Entries taken from a collection -
--------------------------------
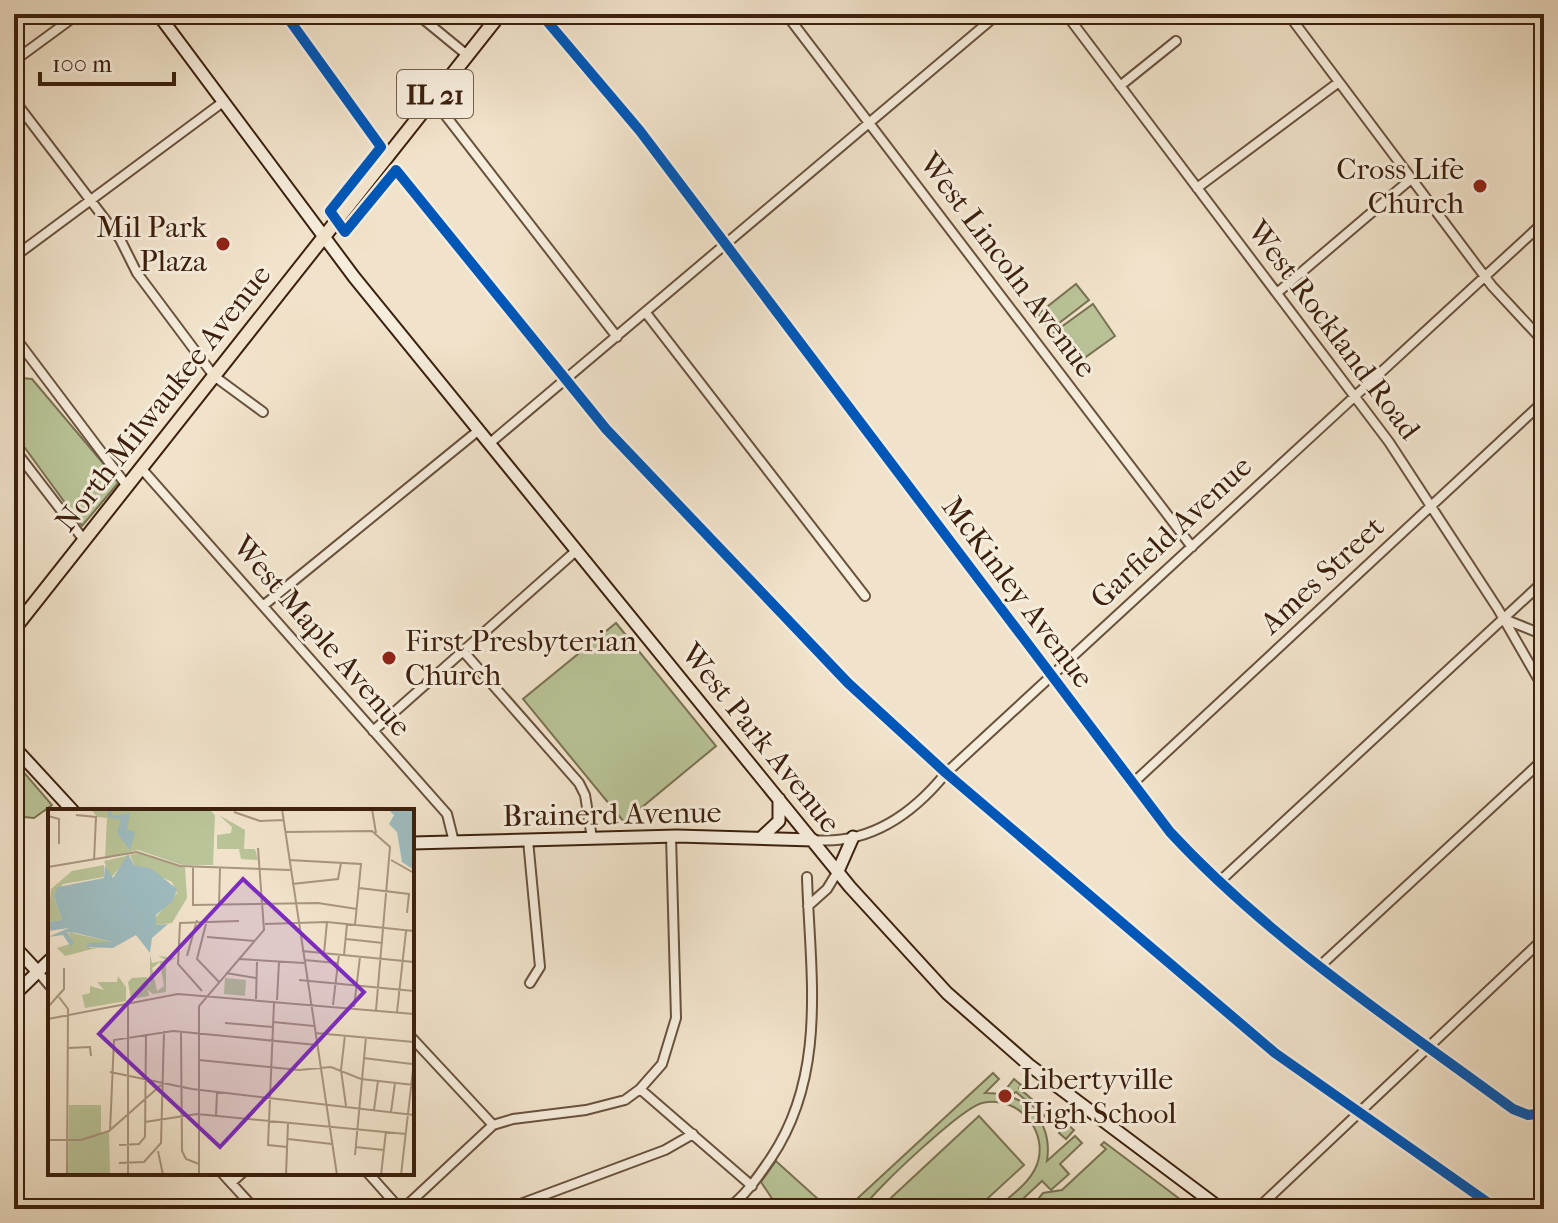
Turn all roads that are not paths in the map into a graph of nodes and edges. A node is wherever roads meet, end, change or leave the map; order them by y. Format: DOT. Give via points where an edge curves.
graph roads {
  1 [pos="78,14"];
  2 [pos="158,14"];
  3 [pos="417,14"];
  4 [pos="500,14"];
  5 [pos="541,14"];
  6 [pos="786,14"];
  7 [pos="998,14"];
  8 [pos="1066,14"];
  9 [pos="1288,14"];
  10 [pos="1176,41"];
  11 [pos="467,55"];
  12 [pos="14,61"];
  13 [pos="1339,82"];
  14 [pos="1120,86"];
  15 [pos="432,98"];
  16 [pos="14,100"];
  17 [pos="223,102"];
  18 [pos="870,123"];
  19 [pos="1411,179"];
  20 [pos="1197,188"];
  21 [pos="90,200"];
  22 [pos="1544,222"];
  23 [pos="323,236"];
  24 [pos="726,245"];
  25 [pos="14,257"];
  26 [pos="1485,277"];
  27 [pos="1277,293"];
  28 [pos="646,313"];
  29 [pos="14,336"];
  30 [pos="617,337"];
  31 [pos="1544,342"];
  32 [pos="214,376"];
  33 [pos="1354,394"];
  34 [pos="1544,401"];
  35 [pos="263,412"];
  36 [pos="479,430"];
  37 [pos="490,443"];
  38 [pos="14,449"];
  39 [pos="141,468"];
  40 [pos="127,486"];
  41 [pos="1432,505"];
  42 [pos="84,540"];
  43 [pos="1192,547"];
  44 [pos="577,550"];
  45 [pos="1544,581"];
  46 [pos="865,596"];
  47 [pos="264,605"];
  48 [pos="1503,618"];
  49 [pos="14,629"];
  50 [pos="1544,635"];
  51 [pos="463,651"];
  52 [pos="1051,676"];
  53 [pos="1544,689"];
  54 [pos="373,731"];
  55 [pos="14,747"];
  56 [pos="1544,759"];
  57 [pos="1132,784"];
  58 [pos="779,798"];
  59 [pos="71,809"];
  60 [pos="671,836"];
  61 [pos="763,836"];
  62 [pos="853,837"];
  63 [pos="592,838"];
  64 [pos="528,840"];
  65 [pos="813,840"];
  66 [pos="454,842"];
  67 [pos="414,843"];
  68 [pos="838,871"];
  69 [pos="807,877"];
  70 [pos="1219,882"];
  71 [pos="850,887"];
  72 [pos="827,889"];
  73 [pos="808,906"];
  74 [pos="1544,938"];
  75 [pos="14,946"];
  76 [pos="48,962"];
  77 [pos="1320,966"];
  78 [pos="38,972"];
  79 [pos="530,983"];
  80 [pos="48,984"];
  81 [pos="14,995"];
  82 [pos="414,1040"];
  83 [pos="1427,1046"];
  84 [pos="640,1089"];
  85 [pos="1540,1114"];
  86 [pos="493,1125"];
  87 [pos="693,1134"];
  88 [pos="224,1175"];
  89 [pos="240,1175"];
  90 [pos="370,1175"];
  91 [pos="231,1183"];
  92 [pos="752,1186"];
  93 [pos="255,1209"];
  94 [pos="402,1209"];
  95 [pos="507,1209"];
  96 [pos="727,1209"];
  97 [pos="1221,1209"];
  98 [pos="1257,1209"];
  1 -- 12 [label="street"];
  2 -- 17 [label="main road, West Park Avenue"];
  3 -- 11 [label="street"];
  4 -- 11 [label="main road, IL 21"];
  5 -- 24 [label="street, McKinley Avenue" via="640,131"];
  6 -- 18 [label="street, West Lincoln Avenue"];
  7 -- 18 [label="street"];
  8 -- 14 [label="street, West Rockland Road"];
  9 -- 13 [label="street"];
  10 -- 14 [label="street"];
  11 -- 15 [label="main road, IL 21"];
  13 -- 19 [label="street"];
  13 -- 20 [label="street"];
  14 -- 20 [label="street, West Rockland Road"];
  15 -- 23 [label="main road, IL 21"];
  15 -- 30 [label="street"];
  16 -- 21 [label="street"];
  17 -- 21 [label="street"];
  17 -- 23 [label="main road, West Park Avenue"];
  18 -- 24 [label="street"];
  18 -- 43 [label="street, West Lincoln Avenue"];
  19 -- 26 [label="street"];
  19 -- 27 [label="street"];
  20 -- 27 [label="street, West Rockland Road"];
  21 -- 25 [label="street"];
  21 -- 32 [label="street"];
  22 -- 26 [label="street, Garfield Avenue"];
  23 -- 32 [label="main road, North Milwaukee Avenue / IL 21"];
  23 -- 36 [label="main road, West Park Avenue"];
  24 -- 28 [label="street"];
  24 -- 52 [label="street, McKinley Avenue"];
  26 -- 31 [label="street"];
  26 -- 33 [label="street, Garfield Avenue"];
  27 -- 33 [label="street, West Rockland Road"];
  28 -- 30 [label="street"];
  28 -- 46 [label="street"];
  29 -- 40 [label="street"];
  30 -- 37 [label="street"];
  32 -- 35 [label="street"];
  32 -- 39 [label="main road, North Milwaukee Avenue / IL 21"];
  33 -- 41 [label="street, West Rockland Road"];
  33 -- 43 [label="street, Garfield Avenue"];
  34 -- 41 [label="street, Ames Street"];
  36 -- 37 [label="main road, West Park Avenue"];
  36 -- 47 [label="street"];
  37 -- 44 [label="main road, West Park Avenue"];
  38 -- 42 [label="street"];
  39 -- 40 [label="main road, North Milwaukee Avenue / IL 21"];
  39 -- 47 [label="street, West Maple Avenue"];
  40 -- 42 [label="main road, North Milwaukee Avenue / IL 21"];
  41 -- 48 [label="street, West Rockland Road"];
  41 -- 57 [label="street, Ames Street"];
  42 -- 49 [label="main road, North Milwaukee Avenue / IL 21"];
  43 -- 52 [label="street, Garfield Avenue"];
  44 -- 51 [label="street"];
  44 -- 58 [label="main road, West Park Avenue"];
  45 -- 48 [label="street"];
  47 -- 54 [label="street, West Maple Avenue"];
  48 -- 50 [label="street"];
  48 -- 53 [label="street, West Rockland Road"];
  48 -- 70 [label="street"];
  51 -- 54 [label="street"];
  51 -- 63 [label="street" via="579,783"];
  52 -- 57 [label="street, McKinley Avenue"];
  52 -- 62 [label="street, Garfield Avenue" via="899,820"];
  54 -- 66 [label="street, West Maple Avenue" via="447,814"];
  55 -- 59 [label="main road"];
  56 -- 77 [label="street"];
  57 -- 70 [label="street, McKinley Avenue"];
  58 -- 61 [label="main road" via="779,821"];
  58 -- 65 [label="main road, West Park Avenue"];
  60 -- 61 [label="main road, Brainerd Avenue"];
  60 -- 63 [label="main road, Brainerd Avenue"];
  60 -- 84 [label="street" via="676,1018 662,1064"];
  61 -- 65 [label="main road, Brainerd Avenue"];
  62 -- 65 [label="street, Garfield Avenue"];
  62 -- 68 [label="main road"];
  63 -- 64 [label="main road, Brainerd Avenue"];
  64 -- 66 [label="main road, Brainerd Avenue"];
  64 -- 79 [label="street" via="540,967"];
  65 -- 68 [label="main road, West Park Avenue"];
  66 -- 67 [label="main road, Brainerd Avenue"];
  68 -- 71 [label="main road, West Park Avenue"];
  68 -- 72 [label="street"];
  69 -- 73 [label="street"];
  70 -- 77 [label="street, McKinley Avenue"];
  71 -- 72 [label="street"];
  71 -- 97 [label="main road, West Park Avenue" via="947,993 1029,1065"];
  72 -- 73 [label="street"];
  73 -- 92 [label="street" via="813,1030 806,1084 792,1122"];
  74 -- 83 [label="street"];
  75 -- 78 [label="main road"];
  76 -- 78 [label="main road"];
  77 -- 83 [label="street, McKinley Avenue"];
  78 -- 80 [label="street"];
  78 -- 81 [label="main road"];
  82 -- 86 [label="street"];
  83 -- 85 [label="street, McKinley Avenue" via="1513,1109"];
  83 -- 98 [label="street"];
  84 -- 86 [label="street" via="625,1100 586,1110"];
  84 -- 87 [label="street"];
  86 -- 94 [label="street"];
  87 -- 92 [label="street"];
  87 -- 95 [label="street" via="665,1150"];
  88 -- 91 [label="street"];
  89 -- 91 [label="street"];
  90 -- 94 [label="street"];
  91 -- 93 [label="street"];
  92 -- 96 [label="street"];
}
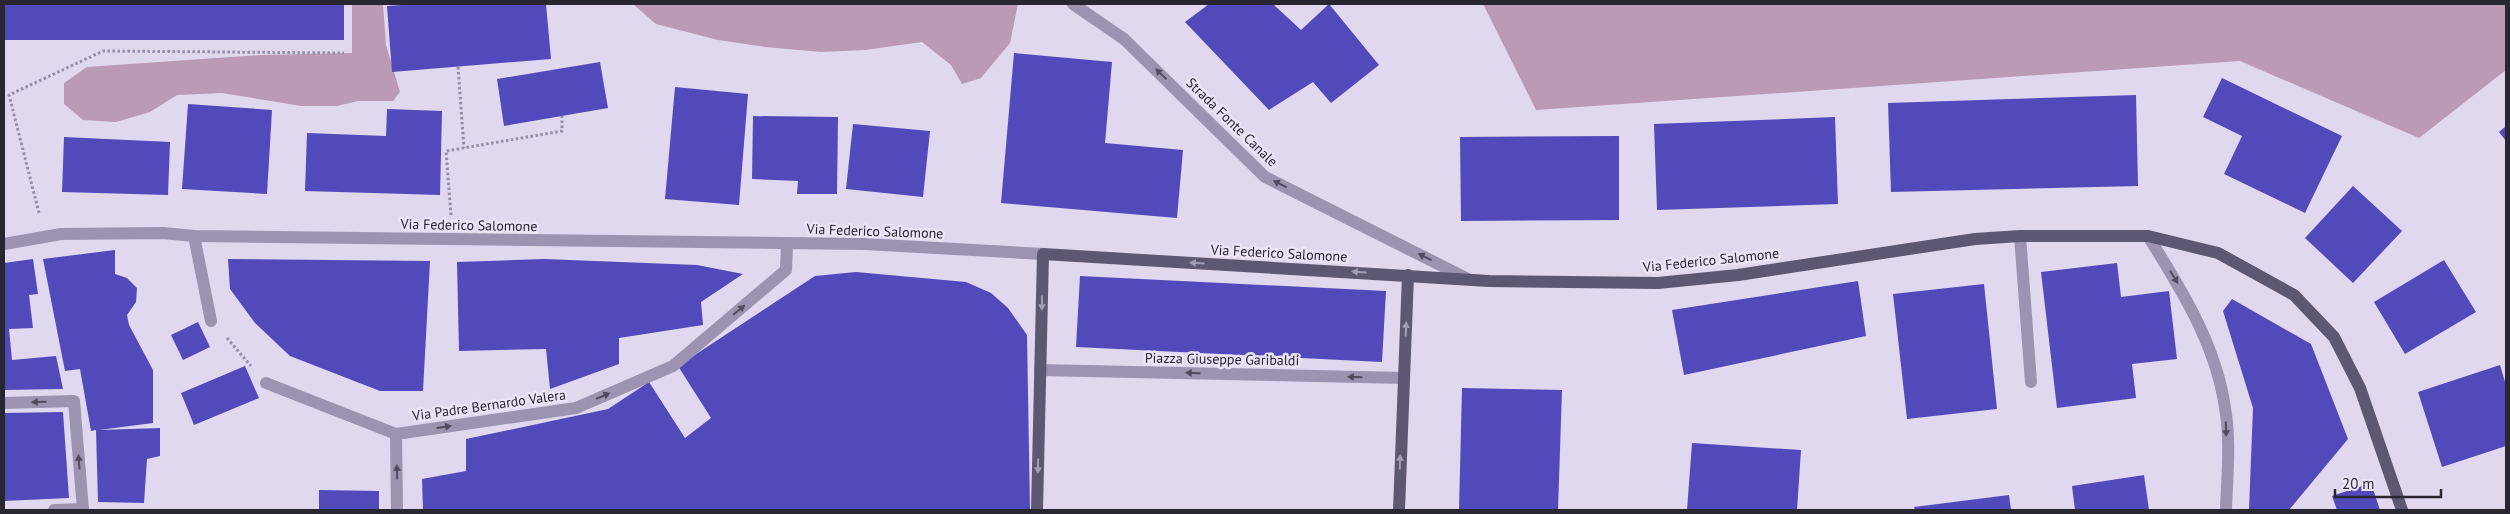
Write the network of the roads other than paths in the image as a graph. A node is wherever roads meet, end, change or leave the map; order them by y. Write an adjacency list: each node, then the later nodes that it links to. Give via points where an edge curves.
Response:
1 (1072, 4): 9 (street, Strada Fonte Canale, one-way to 1, via 1266,177 1124,39)
2 (194, 236): 5 (street, Via Federico Salomone, via 61,234); 6 (street, Via Federico Salomone); 10 (street)
3 (2020, 236): 4 (main road, Via Federico Salomone); 9 (main road, Via Federico Salomone, via 1975,238 1738,275 1658,283); 13 (street)
4 (2148, 236): 22 (street, one-way to 22, via 2185,296 2215,361 2226,408); 23 (main road, Via Federico Salomone, via 2218,253 2294,295 2334,337 2360,388)
5 (4, 244)
6 (787, 244): 7 (street, Via Federico Salomone, via 865,244); 16 (street, Via Padre Bernardo Valera, one-way to 6, via 576,408 673,366 786,270)
7 (1043, 254): 8 (main road, Via Federico Salomone, one-way to 7); 11 (main road, one-way to 11)
8 (1408, 275): 9 (main road, Via Federico Salomone); 12 (main road, one-way to 8)
9 (1468, 279)
10 (211, 321)
11 (1040, 370): 12 (street, Piazza Giuseppe Garibaldi, one-way to 11); 20 (main road, one-way to 20)
12 (1404, 378): 21 (main road, one-way to 12)
13 (2031, 382)
14 (266, 383): 16 (street)
15 (4, 403): 18 (street, one-way to 15, via 74,401)
16 (396, 434): 19 (street, one-way to 16)
17 (54, 510): 18 (street)
18 (83, 510)
19 (397, 510)
20 (1037, 510)
21 (1399, 510)
22 (2226, 510)
23 (2402, 510)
--------------------------------
TASK TO COMPLETE - Lines holding "McKinley" in the data above: copy each of them.

YOUR RESPONSE -
  5 -- 24 [label="street, McKinley Avenue" via="640,131"];
  24 -- 52 [label="street, McKinley Avenue"];
  52 -- 57 [label="street, McKinley Avenue"];
  57 -- 70 [label="street, McKinley Avenue"];
  70 -- 77 [label="street, McKinley Avenue"];
  77 -- 83 [label="street, McKinley Avenue"];
  83 -- 85 [label="street, McKinley Avenue" via="1513,1109"];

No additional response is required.